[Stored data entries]
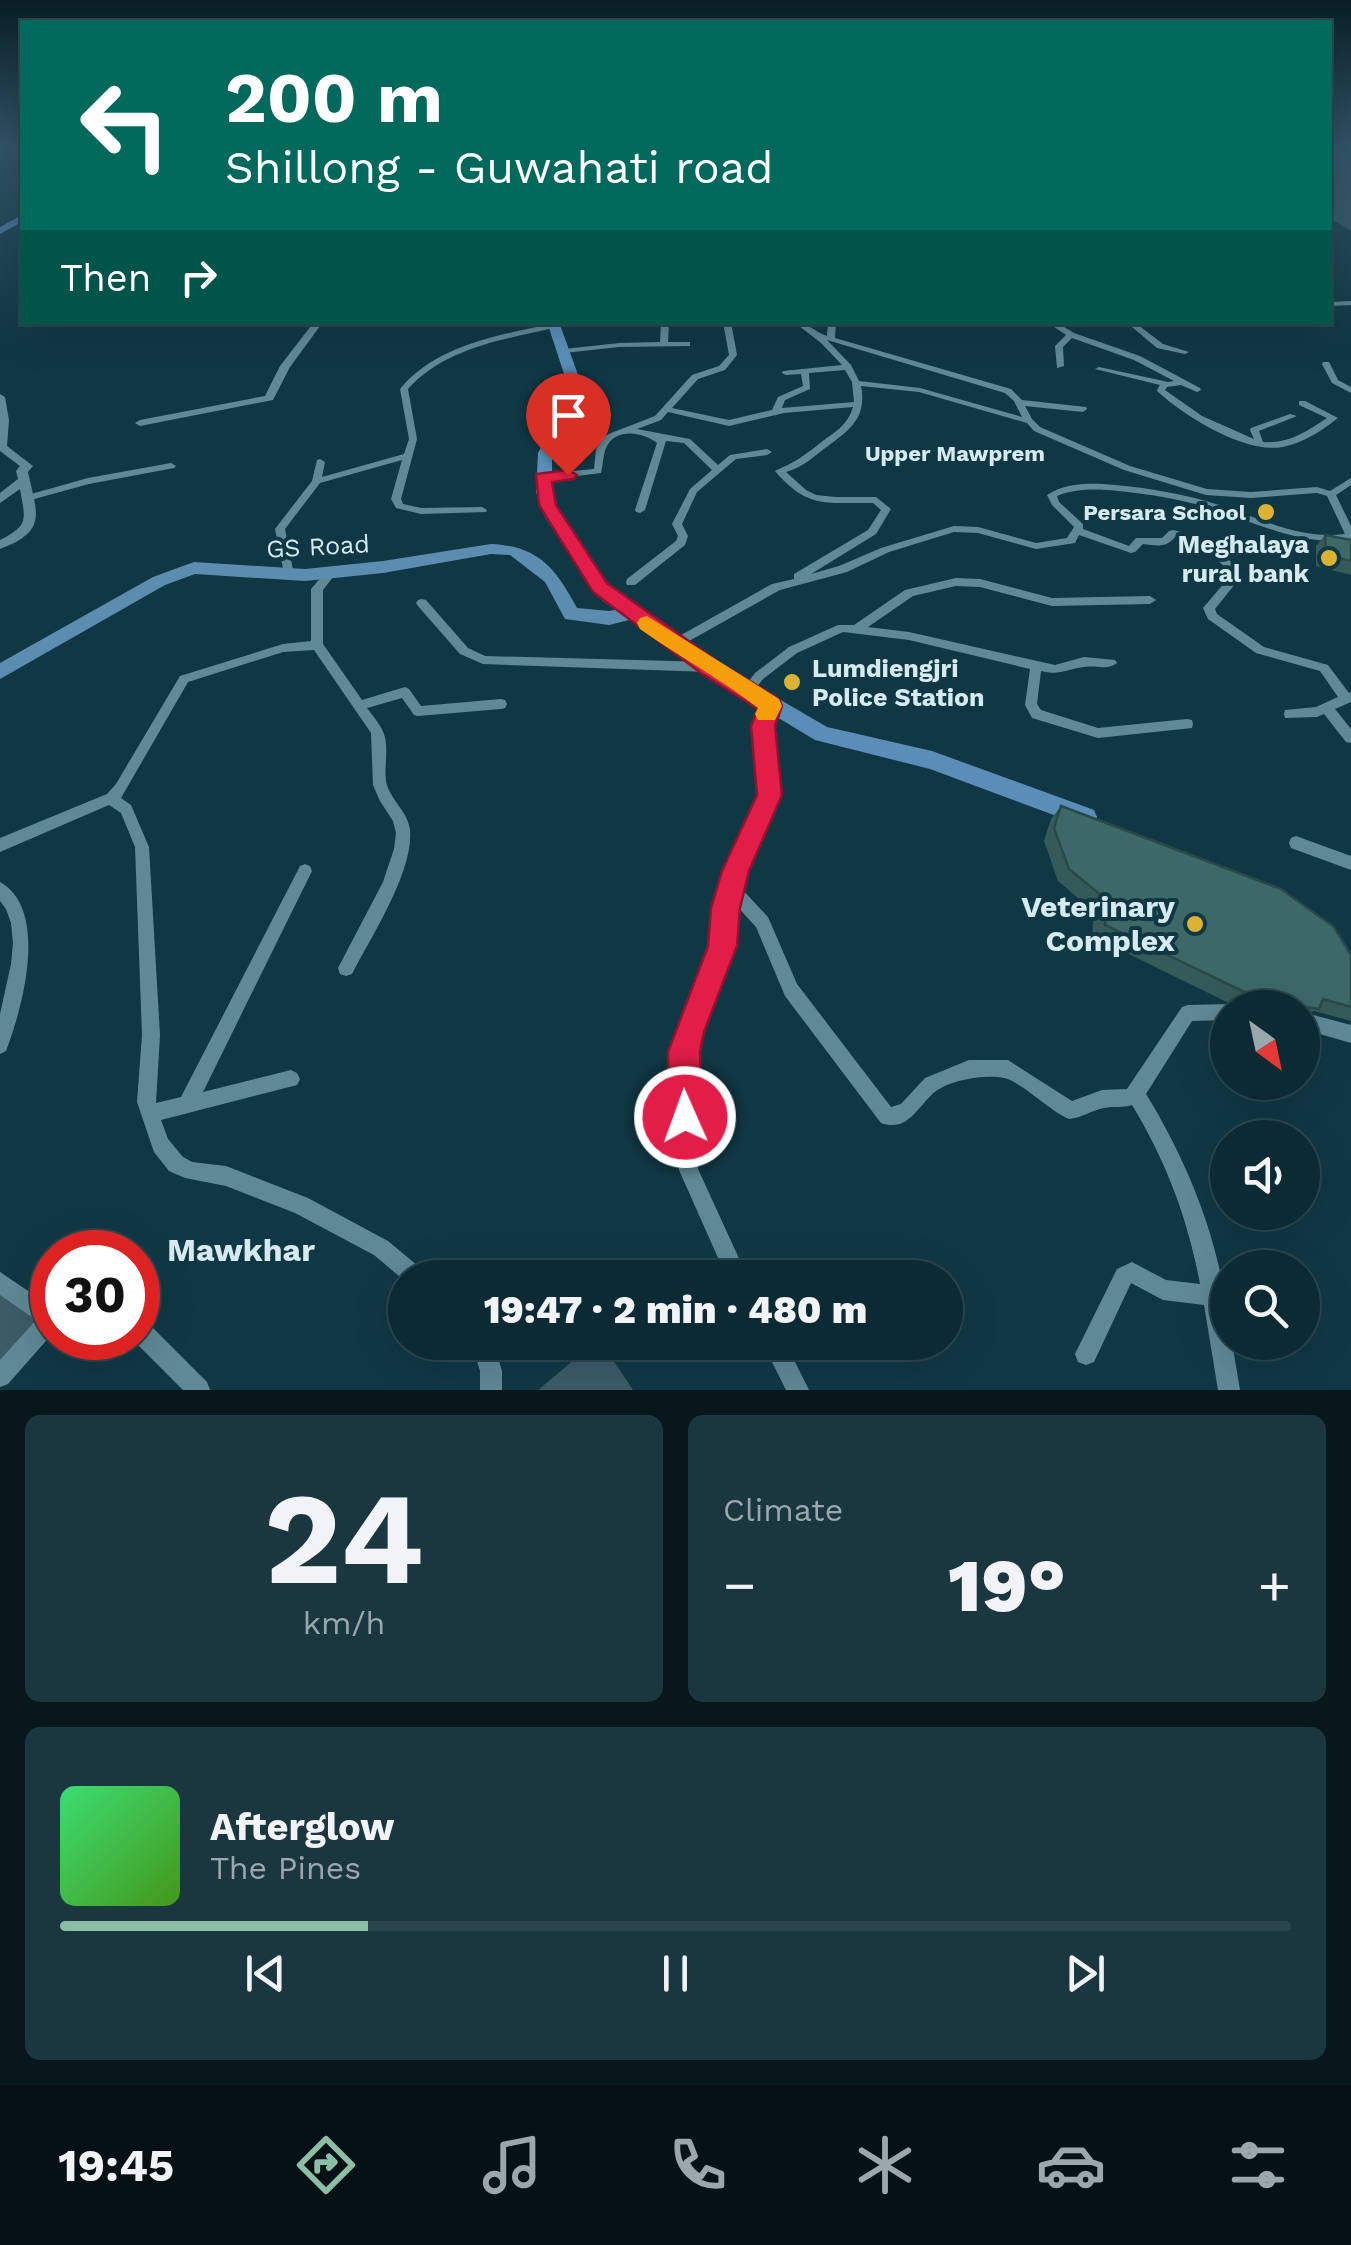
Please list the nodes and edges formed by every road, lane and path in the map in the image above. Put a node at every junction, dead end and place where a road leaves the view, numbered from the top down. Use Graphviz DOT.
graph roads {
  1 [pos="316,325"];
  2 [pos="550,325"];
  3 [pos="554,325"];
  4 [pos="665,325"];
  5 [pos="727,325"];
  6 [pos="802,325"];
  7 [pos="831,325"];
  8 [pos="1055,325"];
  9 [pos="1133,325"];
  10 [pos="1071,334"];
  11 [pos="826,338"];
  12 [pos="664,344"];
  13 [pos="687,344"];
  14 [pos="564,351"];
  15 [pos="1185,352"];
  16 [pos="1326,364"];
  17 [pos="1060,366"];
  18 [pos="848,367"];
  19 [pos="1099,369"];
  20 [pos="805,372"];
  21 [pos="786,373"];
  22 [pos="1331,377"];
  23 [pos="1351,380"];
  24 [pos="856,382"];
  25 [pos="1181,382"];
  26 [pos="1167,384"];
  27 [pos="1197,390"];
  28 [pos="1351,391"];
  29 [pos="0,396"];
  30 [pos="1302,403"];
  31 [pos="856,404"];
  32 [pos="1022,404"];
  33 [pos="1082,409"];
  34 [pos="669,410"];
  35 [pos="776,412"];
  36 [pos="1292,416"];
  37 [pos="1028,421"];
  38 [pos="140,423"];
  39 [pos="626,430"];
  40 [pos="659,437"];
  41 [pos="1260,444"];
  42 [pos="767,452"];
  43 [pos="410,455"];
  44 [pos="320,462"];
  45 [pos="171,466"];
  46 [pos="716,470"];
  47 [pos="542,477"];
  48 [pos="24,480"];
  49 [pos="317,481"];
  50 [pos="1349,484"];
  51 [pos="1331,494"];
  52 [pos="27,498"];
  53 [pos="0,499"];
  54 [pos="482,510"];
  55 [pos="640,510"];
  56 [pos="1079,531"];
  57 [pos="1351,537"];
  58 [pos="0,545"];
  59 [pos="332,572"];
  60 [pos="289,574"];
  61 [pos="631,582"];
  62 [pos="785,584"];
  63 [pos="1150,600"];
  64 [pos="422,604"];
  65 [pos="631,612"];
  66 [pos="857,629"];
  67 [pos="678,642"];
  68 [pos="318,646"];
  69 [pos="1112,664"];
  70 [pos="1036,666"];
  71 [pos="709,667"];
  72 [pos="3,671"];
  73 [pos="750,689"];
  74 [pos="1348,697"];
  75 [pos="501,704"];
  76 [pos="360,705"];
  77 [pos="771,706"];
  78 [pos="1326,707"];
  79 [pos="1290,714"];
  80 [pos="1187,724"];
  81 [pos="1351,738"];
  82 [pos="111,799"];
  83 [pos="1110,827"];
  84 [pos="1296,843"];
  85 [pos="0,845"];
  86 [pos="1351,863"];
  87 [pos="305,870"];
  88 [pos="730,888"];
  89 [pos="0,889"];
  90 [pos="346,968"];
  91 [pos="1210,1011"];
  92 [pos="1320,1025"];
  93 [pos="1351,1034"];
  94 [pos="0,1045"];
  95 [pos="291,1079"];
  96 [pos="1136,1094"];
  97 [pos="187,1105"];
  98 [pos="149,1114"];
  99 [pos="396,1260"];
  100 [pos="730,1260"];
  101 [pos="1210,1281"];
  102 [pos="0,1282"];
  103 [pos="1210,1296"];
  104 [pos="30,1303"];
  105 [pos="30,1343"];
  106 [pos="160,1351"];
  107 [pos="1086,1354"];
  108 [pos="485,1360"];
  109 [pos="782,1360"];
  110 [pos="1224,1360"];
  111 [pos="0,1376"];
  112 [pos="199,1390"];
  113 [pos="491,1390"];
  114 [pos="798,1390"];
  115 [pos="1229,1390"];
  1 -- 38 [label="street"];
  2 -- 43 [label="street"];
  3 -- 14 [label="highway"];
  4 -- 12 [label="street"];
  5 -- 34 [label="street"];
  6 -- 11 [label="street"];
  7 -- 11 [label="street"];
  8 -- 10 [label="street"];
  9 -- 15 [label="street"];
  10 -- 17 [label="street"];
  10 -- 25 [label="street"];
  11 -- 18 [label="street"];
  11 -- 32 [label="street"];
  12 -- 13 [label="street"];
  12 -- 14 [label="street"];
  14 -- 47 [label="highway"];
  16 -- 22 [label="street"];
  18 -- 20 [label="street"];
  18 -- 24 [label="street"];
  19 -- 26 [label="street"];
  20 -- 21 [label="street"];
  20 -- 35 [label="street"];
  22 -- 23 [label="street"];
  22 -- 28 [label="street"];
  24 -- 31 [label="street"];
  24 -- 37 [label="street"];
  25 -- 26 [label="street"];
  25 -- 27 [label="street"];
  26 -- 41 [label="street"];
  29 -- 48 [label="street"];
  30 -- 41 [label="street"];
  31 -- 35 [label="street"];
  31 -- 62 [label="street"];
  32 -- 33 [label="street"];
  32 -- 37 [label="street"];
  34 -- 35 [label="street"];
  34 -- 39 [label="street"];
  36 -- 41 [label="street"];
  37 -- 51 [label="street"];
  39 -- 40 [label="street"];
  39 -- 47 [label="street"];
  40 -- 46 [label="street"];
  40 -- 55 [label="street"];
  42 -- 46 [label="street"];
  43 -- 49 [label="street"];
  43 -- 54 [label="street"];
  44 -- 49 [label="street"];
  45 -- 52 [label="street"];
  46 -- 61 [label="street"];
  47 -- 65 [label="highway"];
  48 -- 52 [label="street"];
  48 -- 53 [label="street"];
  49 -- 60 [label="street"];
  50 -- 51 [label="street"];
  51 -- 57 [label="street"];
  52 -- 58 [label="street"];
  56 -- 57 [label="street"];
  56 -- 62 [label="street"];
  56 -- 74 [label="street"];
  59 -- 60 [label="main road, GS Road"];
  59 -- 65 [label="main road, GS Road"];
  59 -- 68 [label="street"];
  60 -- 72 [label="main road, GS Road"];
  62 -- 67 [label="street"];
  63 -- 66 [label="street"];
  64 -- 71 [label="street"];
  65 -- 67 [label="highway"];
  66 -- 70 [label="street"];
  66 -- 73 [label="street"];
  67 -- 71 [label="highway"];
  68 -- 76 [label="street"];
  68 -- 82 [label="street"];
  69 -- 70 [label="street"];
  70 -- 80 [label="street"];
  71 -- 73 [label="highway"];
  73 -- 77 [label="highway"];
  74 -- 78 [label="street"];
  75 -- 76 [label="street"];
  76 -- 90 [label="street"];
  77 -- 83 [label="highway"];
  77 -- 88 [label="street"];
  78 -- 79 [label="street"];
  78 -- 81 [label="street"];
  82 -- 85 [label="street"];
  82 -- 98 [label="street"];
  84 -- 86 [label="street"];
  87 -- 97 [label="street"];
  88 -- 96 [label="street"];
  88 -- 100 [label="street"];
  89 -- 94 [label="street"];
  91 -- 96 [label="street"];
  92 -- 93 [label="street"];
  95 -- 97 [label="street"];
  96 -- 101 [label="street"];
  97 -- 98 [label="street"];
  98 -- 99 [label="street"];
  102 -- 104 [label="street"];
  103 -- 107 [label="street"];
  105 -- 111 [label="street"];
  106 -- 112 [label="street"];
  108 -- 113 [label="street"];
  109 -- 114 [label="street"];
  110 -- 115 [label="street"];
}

EXERCISE AIM ▸
Restate the data above exactly, stripping out each image.

YOUR SOLUTION ▸
Please list the nodes and edges formed by every road, lane and path in the map in the image above. Put a node at every junction, dead end and place where a road leaves the view, numbered from the top down. Use Graphviz DOT.
graph roads {
  1 [pos="316,325"];
  2 [pos="550,325"];
  3 [pos="554,325"];
  4 [pos="665,325"];
  5 [pos="727,325"];
  6 [pos="802,325"];
  7 [pos="831,325"];
  8 [pos="1055,325"];
  9 [pos="1133,325"];
  10 [pos="1071,334"];
  11 [pos="826,338"];
  12 [pos="664,344"];
  13 [pos="687,344"];
  14 [pos="564,351"];
  15 [pos="1185,352"];
  16 [pos="1326,364"];
  17 [pos="1060,366"];
  18 [pos="848,367"];
  19 [pos="1099,369"];
  20 [pos="805,372"];
  21 [pos="786,373"];
  22 [pos="1331,377"];
  23 [pos="1351,380"];
  24 [pos="856,382"];
  25 [pos="1181,382"];
  26 [pos="1167,384"];
  27 [pos="1197,390"];
  28 [pos="1351,391"];
  29 [pos="0,396"];
  30 [pos="1302,403"];
  31 [pos="856,404"];
  32 [pos="1022,404"];
  33 [pos="1082,409"];
  34 [pos="669,410"];
  35 [pos="776,412"];
  36 [pos="1292,416"];
  37 [pos="1028,421"];
  38 [pos="140,423"];
  39 [pos="626,430"];
  40 [pos="659,437"];
  41 [pos="1260,444"];
  42 [pos="767,452"];
  43 [pos="410,455"];
  44 [pos="320,462"];
  45 [pos="171,466"];
  46 [pos="716,470"];
  47 [pos="542,477"];
  48 [pos="24,480"];
  49 [pos="317,481"];
  50 [pos="1349,484"];
  51 [pos="1331,494"];
  52 [pos="27,498"];
  53 [pos="0,499"];
  54 [pos="482,510"];
  55 [pos="640,510"];
  56 [pos="1079,531"];
  57 [pos="1351,537"];
  58 [pos="0,545"];
  59 [pos="332,572"];
  60 [pos="289,574"];
  61 [pos="631,582"];
  62 [pos="785,584"];
  63 [pos="1150,600"];
  64 [pos="422,604"];
  65 [pos="631,612"];
  66 [pos="857,629"];
  67 [pos="678,642"];
  68 [pos="318,646"];
  69 [pos="1112,664"];
  70 [pos="1036,666"];
  71 [pos="709,667"];
  72 [pos="3,671"];
  73 [pos="750,689"];
  74 [pos="1348,697"];
  75 [pos="501,704"];
  76 [pos="360,705"];
  77 [pos="771,706"];
  78 [pos="1326,707"];
  79 [pos="1290,714"];
  80 [pos="1187,724"];
  81 [pos="1351,738"];
  82 [pos="111,799"];
  83 [pos="1110,827"];
  84 [pos="1296,843"];
  85 [pos="0,845"];
  86 [pos="1351,863"];
  87 [pos="305,870"];
  88 [pos="730,888"];
  89 [pos="0,889"];
  90 [pos="346,968"];
  91 [pos="1210,1011"];
  92 [pos="1320,1025"];
  93 [pos="1351,1034"];
  94 [pos="0,1045"];
  95 [pos="291,1079"];
  96 [pos="1136,1094"];
  97 [pos="187,1105"];
  98 [pos="149,1114"];
  99 [pos="396,1260"];
  100 [pos="730,1260"];
  101 [pos="1210,1281"];
  102 [pos="0,1282"];
  103 [pos="1210,1296"];
  104 [pos="30,1303"];
  105 [pos="30,1343"];
  106 [pos="160,1351"];
  107 [pos="1086,1354"];
  108 [pos="485,1360"];
  109 [pos="782,1360"];
  110 [pos="1224,1360"];
  111 [pos="0,1376"];
  112 [pos="199,1390"];
  113 [pos="491,1390"];
  114 [pos="798,1390"];
  115 [pos="1229,1390"];
  1 -- 38 [label="street"];
  2 -- 43 [label="street"];
  3 -- 14 [label="highway"];
  4 -- 12 [label="street"];
  5 -- 34 [label="street"];
  6 -- 11 [label="street"];
  7 -- 11 [label="street"];
  8 -- 10 [label="street"];
  9 -- 15 [label="street"];
  10 -- 17 [label="street"];
  10 -- 25 [label="street"];
  11 -- 18 [label="street"];
  11 -- 32 [label="street"];
  12 -- 13 [label="street"];
  12 -- 14 [label="street"];
  14 -- 47 [label="highway"];
  16 -- 22 [label="street"];
  18 -- 20 [label="street"];
  18 -- 24 [label="street"];
  19 -- 26 [label="street"];
  20 -- 21 [label="street"];
  20 -- 35 [label="street"];
  22 -- 23 [label="street"];
  22 -- 28 [label="street"];
  24 -- 31 [label="street"];
  24 -- 37 [label="street"];
  25 -- 26 [label="street"];
  25 -- 27 [label="street"];
  26 -- 41 [label="street"];
  29 -- 48 [label="street"];
  30 -- 41 [label="street"];
  31 -- 35 [label="street"];
  31 -- 62 [label="street"];
  32 -- 33 [label="street"];
  32 -- 37 [label="street"];
  34 -- 35 [label="street"];
  34 -- 39 [label="street"];
  36 -- 41 [label="street"];
  37 -- 51 [label="street"];
  39 -- 40 [label="street"];
  39 -- 47 [label="street"];
  40 -- 46 [label="street"];
  40 -- 55 [label="street"];
  42 -- 46 [label="street"];
  43 -- 49 [label="street"];
  43 -- 54 [label="street"];
  44 -- 49 [label="street"];
  45 -- 52 [label="street"];
  46 -- 61 [label="street"];
  47 -- 65 [label="highway"];
  48 -- 52 [label="street"];
  48 -- 53 [label="street"];
  49 -- 60 [label="street"];
  50 -- 51 [label="street"];
  51 -- 57 [label="street"];
  52 -- 58 [label="street"];
  56 -- 57 [label="street"];
  56 -- 62 [label="street"];
  56 -- 74 [label="street"];
  59 -- 60 [label="main road, GS Road"];
  59 -- 65 [label="main road, GS Road"];
  59 -- 68 [label="street"];
  60 -- 72 [label="main road, GS Road"];
  62 -- 67 [label="street"];
  63 -- 66 [label="street"];
  64 -- 71 [label="street"];
  65 -- 67 [label="highway"];
  66 -- 70 [label="street"];
  66 -- 73 [label="street"];
  67 -- 71 [label="highway"];
  68 -- 76 [label="street"];
  68 -- 82 [label="street"];
  69 -- 70 [label="street"];
  70 -- 80 [label="street"];
  71 -- 73 [label="highway"];
  73 -- 77 [label="highway"];
  74 -- 78 [label="street"];
  75 -- 76 [label="street"];
  76 -- 90 [label="street"];
  77 -- 83 [label="highway"];
  77 -- 88 [label="street"];
  78 -- 79 [label="street"];
  78 -- 81 [label="street"];
  82 -- 85 [label="street"];
  82 -- 98 [label="street"];
  84 -- 86 [label="street"];
  87 -- 97 [label="street"];
  88 -- 96 [label="street"];
  88 -- 100 [label="street"];
  89 -- 94 [label="street"];
  91 -- 96 [label="street"];
  92 -- 93 [label="street"];
  95 -- 97 [label="street"];
  96 -- 101 [label="street"];
  97 -- 98 [label="street"];
  98 -- 99 [label="street"];
  102 -- 104 [label="street"];
  103 -- 107 [label="street"];
  105 -- 111 [label="street"];
  106 -- 112 [label="street"];
  108 -- 113 [label="street"];
  109 -- 114 [label="street"];
  110 -- 115 [label="street"];
}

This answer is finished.